**Task details**
Set down all the records below, word for word.

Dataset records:
---
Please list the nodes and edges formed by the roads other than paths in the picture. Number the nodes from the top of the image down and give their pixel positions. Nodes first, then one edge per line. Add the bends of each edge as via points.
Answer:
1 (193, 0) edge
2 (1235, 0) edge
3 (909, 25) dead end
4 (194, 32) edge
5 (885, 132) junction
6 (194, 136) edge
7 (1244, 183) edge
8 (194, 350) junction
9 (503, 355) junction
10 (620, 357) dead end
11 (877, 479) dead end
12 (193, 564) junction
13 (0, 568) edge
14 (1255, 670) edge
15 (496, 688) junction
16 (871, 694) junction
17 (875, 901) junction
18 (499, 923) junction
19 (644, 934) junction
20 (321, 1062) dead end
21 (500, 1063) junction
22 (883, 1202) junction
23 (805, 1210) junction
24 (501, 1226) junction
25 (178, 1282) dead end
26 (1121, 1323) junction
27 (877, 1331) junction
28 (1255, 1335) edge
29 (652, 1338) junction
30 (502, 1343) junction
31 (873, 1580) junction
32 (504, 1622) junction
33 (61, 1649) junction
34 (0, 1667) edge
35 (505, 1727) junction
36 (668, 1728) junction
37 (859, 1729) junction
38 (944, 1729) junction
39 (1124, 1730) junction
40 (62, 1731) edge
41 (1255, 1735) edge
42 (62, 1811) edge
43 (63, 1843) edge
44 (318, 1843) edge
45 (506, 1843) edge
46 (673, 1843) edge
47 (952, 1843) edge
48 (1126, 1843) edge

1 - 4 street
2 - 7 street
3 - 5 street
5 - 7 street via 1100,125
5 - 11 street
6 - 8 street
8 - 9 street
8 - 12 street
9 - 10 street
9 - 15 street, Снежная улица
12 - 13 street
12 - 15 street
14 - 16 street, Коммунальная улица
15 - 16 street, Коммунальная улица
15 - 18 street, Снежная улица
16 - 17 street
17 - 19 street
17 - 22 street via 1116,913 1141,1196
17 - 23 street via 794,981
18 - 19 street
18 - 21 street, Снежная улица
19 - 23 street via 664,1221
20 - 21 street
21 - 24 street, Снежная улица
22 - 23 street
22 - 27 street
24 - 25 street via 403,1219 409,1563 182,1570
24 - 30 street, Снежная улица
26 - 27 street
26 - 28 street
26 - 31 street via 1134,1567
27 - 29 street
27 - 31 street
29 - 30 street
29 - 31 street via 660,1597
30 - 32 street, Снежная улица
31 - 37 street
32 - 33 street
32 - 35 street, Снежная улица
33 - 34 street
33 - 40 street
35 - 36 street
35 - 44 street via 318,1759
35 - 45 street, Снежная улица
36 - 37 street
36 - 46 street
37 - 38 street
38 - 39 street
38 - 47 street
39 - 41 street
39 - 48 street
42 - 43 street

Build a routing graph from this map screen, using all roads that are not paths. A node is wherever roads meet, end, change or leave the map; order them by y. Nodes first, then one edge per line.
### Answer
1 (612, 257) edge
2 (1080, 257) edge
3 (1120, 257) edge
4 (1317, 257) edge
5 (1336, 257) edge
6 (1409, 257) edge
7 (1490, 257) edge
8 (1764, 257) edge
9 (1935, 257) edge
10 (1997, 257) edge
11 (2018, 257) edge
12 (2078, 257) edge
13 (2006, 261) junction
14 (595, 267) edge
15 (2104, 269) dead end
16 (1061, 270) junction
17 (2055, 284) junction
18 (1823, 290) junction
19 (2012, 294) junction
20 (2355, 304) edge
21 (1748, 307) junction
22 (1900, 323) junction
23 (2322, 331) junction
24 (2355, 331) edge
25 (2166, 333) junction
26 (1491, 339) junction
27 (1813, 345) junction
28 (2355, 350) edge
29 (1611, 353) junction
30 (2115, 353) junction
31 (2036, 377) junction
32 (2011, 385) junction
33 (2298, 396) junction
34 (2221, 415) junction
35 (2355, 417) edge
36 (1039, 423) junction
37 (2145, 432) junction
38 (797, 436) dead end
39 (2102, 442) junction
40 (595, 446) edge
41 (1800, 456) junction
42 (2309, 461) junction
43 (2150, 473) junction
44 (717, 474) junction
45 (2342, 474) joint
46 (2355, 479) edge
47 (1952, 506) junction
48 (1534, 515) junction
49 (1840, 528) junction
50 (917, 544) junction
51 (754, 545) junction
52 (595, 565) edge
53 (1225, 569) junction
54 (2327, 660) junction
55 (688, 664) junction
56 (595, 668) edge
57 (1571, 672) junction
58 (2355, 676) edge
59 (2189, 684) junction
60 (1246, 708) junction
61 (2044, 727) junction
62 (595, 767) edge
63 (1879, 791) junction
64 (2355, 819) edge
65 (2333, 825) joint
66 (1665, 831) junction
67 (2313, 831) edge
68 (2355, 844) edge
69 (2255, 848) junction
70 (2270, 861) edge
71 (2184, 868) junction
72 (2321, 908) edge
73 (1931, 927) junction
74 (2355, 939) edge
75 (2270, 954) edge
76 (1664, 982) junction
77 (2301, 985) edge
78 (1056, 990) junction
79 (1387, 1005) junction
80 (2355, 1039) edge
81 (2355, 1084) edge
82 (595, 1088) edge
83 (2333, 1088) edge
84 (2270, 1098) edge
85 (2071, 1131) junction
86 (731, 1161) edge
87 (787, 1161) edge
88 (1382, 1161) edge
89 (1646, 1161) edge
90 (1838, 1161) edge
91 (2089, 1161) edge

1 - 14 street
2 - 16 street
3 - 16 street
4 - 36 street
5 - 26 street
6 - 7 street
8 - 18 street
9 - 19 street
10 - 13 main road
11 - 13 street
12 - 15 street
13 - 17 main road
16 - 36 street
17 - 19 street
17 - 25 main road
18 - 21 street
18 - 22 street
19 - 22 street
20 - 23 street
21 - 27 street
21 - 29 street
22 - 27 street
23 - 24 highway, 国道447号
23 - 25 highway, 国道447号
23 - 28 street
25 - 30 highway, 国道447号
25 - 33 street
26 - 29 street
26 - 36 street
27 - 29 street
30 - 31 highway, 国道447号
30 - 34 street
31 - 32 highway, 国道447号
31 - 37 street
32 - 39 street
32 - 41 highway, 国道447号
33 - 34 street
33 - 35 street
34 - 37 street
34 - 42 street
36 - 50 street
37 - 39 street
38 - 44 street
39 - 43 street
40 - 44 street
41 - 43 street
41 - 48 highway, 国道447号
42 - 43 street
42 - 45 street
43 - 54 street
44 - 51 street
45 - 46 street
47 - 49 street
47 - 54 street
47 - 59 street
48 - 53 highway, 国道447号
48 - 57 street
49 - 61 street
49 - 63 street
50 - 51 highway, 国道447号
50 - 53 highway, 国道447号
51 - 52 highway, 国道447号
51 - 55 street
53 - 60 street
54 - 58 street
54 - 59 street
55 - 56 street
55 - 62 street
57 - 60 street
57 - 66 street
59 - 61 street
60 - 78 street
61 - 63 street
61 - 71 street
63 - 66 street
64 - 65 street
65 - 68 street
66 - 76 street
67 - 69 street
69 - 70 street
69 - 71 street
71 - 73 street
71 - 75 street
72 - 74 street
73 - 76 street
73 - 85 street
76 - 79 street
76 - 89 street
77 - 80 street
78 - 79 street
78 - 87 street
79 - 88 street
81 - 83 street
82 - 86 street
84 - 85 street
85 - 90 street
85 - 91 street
---
**Solution for this exercise**
Please list the nodes and edges formed by the roads other than paths in the picture. Number the nodes from the top of the image down and give their pixel positions. Nodes first, then one edge per line. Add the bends of each edge as via points.
Answer:
1 (193, 0) edge
2 (1235, 0) edge
3 (909, 25) dead end
4 (194, 32) edge
5 (885, 132) junction
6 (194, 136) edge
7 (1244, 183) edge
8 (194, 350) junction
9 (503, 355) junction
10 (620, 357) dead end
11 (877, 479) dead end
12 (193, 564) junction
13 (0, 568) edge
14 (1255, 670) edge
15 (496, 688) junction
16 (871, 694) junction
17 (875, 901) junction
18 (499, 923) junction
19 (644, 934) junction
20 (321, 1062) dead end
21 (500, 1063) junction
22 (883, 1202) junction
23 (805, 1210) junction
24 (501, 1226) junction
25 (178, 1282) dead end
26 (1121, 1323) junction
27 (877, 1331) junction
28 (1255, 1335) edge
29 (652, 1338) junction
30 (502, 1343) junction
31 (873, 1580) junction
32 (504, 1622) junction
33 (61, 1649) junction
34 (0, 1667) edge
35 (505, 1727) junction
36 (668, 1728) junction
37 (859, 1729) junction
38 (944, 1729) junction
39 (1124, 1730) junction
40 (62, 1731) edge
41 (1255, 1735) edge
42 (62, 1811) edge
43 (63, 1843) edge
44 (318, 1843) edge
45 (506, 1843) edge
46 (673, 1843) edge
47 (952, 1843) edge
48 (1126, 1843) edge

1 - 4 street
2 - 7 street
3 - 5 street
5 - 7 street via 1100,125
5 - 11 street
6 - 8 street
8 - 9 street
8 - 12 street
9 - 10 street
9 - 15 street, Снежная улица
12 - 13 street
12 - 15 street
14 - 16 street, Коммунальная улица
15 - 16 street, Коммунальная улица
15 - 18 street, Снежная улица
16 - 17 street
17 - 19 street
17 - 22 street via 1116,913 1141,1196
17 - 23 street via 794,981
18 - 19 street
18 - 21 street, Снежная улица
19 - 23 street via 664,1221
20 - 21 street
21 - 24 street, Снежная улица
22 - 23 street
22 - 27 street
24 - 25 street via 403,1219 409,1563 182,1570
24 - 30 street, Снежная улица
26 - 27 street
26 - 28 street
26 - 31 street via 1134,1567
27 - 29 street
27 - 31 street
29 - 30 street
29 - 31 street via 660,1597
30 - 32 street, Снежная улица
31 - 37 street
32 - 33 street
32 - 35 street, Снежная улица
33 - 34 street
33 - 40 street
35 - 36 street
35 - 44 street via 318,1759
35 - 45 street, Снежная улица
36 - 37 street
36 - 46 street
37 - 38 street
38 - 39 street
38 - 47 street
39 - 41 street
39 - 48 street
42 - 43 street

Build a routing graph from this map screen, using all roads that are not paths. A node is wherever roads meet, end, change or leave the map; order them by y. Nodes first, then one edge per line.
### Answer
1 (612, 257) edge
2 (1080, 257) edge
3 (1120, 257) edge
4 (1317, 257) edge
5 (1336, 257) edge
6 (1409, 257) edge
7 (1490, 257) edge
8 (1764, 257) edge
9 (1935, 257) edge
10 (1997, 257) edge
11 (2018, 257) edge
12 (2078, 257) edge
13 (2006, 261) junction
14 (595, 267) edge
15 (2104, 269) dead end
16 (1061, 270) junction
17 (2055, 284) junction
18 (1823, 290) junction
19 (2012, 294) junction
20 (2355, 304) edge
21 (1748, 307) junction
22 (1900, 323) junction
23 (2322, 331) junction
24 (2355, 331) edge
25 (2166, 333) junction
26 (1491, 339) junction
27 (1813, 345) junction
28 (2355, 350) edge
29 (1611, 353) junction
30 (2115, 353) junction
31 (2036, 377) junction
32 (2011, 385) junction
33 (2298, 396) junction
34 (2221, 415) junction
35 (2355, 417) edge
36 (1039, 423) junction
37 (2145, 432) junction
38 (797, 436) dead end
39 (2102, 442) junction
40 (595, 446) edge
41 (1800, 456) junction
42 (2309, 461) junction
43 (2150, 473) junction
44 (717, 474) junction
45 (2342, 474) joint
46 (2355, 479) edge
47 (1952, 506) junction
48 (1534, 515) junction
49 (1840, 528) junction
50 (917, 544) junction
51 (754, 545) junction
52 (595, 565) edge
53 (1225, 569) junction
54 (2327, 660) junction
55 (688, 664) junction
56 (595, 668) edge
57 (1571, 672) junction
58 (2355, 676) edge
59 (2189, 684) junction
60 (1246, 708) junction
61 (2044, 727) junction
62 (595, 767) edge
63 (1879, 791) junction
64 (2355, 819) edge
65 (2333, 825) joint
66 (1665, 831) junction
67 (2313, 831) edge
68 (2355, 844) edge
69 (2255, 848) junction
70 (2270, 861) edge
71 (2184, 868) junction
72 (2321, 908) edge
73 (1931, 927) junction
74 (2355, 939) edge
75 (2270, 954) edge
76 (1664, 982) junction
77 (2301, 985) edge
78 (1056, 990) junction
79 (1387, 1005) junction
80 (2355, 1039) edge
81 (2355, 1084) edge
82 (595, 1088) edge
83 (2333, 1088) edge
84 (2270, 1098) edge
85 (2071, 1131) junction
86 (731, 1161) edge
87 (787, 1161) edge
88 (1382, 1161) edge
89 (1646, 1161) edge
90 (1838, 1161) edge
91 (2089, 1161) edge

1 - 14 street
2 - 16 street
3 - 16 street
4 - 36 street
5 - 26 street
6 - 7 street
8 - 18 street
9 - 19 street
10 - 13 main road
11 - 13 street
12 - 15 street
13 - 17 main road
16 - 36 street
17 - 19 street
17 - 25 main road
18 - 21 street
18 - 22 street
19 - 22 street
20 - 23 street
21 - 27 street
21 - 29 street
22 - 27 street
23 - 24 highway, 国道447号
23 - 25 highway, 国道447号
23 - 28 street
25 - 30 highway, 国道447号
25 - 33 street
26 - 29 street
26 - 36 street
27 - 29 street
30 - 31 highway, 国道447号
30 - 34 street
31 - 32 highway, 国道447号
31 - 37 street
32 - 39 street
32 - 41 highway, 国道447号
33 - 34 street
33 - 35 street
34 - 37 street
34 - 42 street
36 - 50 street
37 - 39 street
38 - 44 street
39 - 43 street
40 - 44 street
41 - 43 street
41 - 48 highway, 国道447号
42 - 43 street
42 - 45 street
43 - 54 street
44 - 51 street
45 - 46 street
47 - 49 street
47 - 54 street
47 - 59 street
48 - 53 highway, 国道447号
48 - 57 street
49 - 61 street
49 - 63 street
50 - 51 highway, 国道447号
50 - 53 highway, 国道447号
51 - 52 highway, 国道447号
51 - 55 street
53 - 60 street
54 - 58 street
54 - 59 street
55 - 56 street
55 - 62 street
57 - 60 street
57 - 66 street
59 - 61 street
60 - 78 street
61 - 63 street
61 - 71 street
63 - 66 street
64 - 65 street
65 - 68 street
66 - 76 street
67 - 69 street
69 - 70 street
69 - 71 street
71 - 73 street
71 - 75 street
72 - 74 street
73 - 76 street
73 - 85 street
76 - 79 street
76 - 89 street
77 - 80 street
78 - 79 street
78 - 87 street
79 - 88 street
81 - 83 street
82 - 86 street
84 - 85 street
85 - 90 street
85 - 91 street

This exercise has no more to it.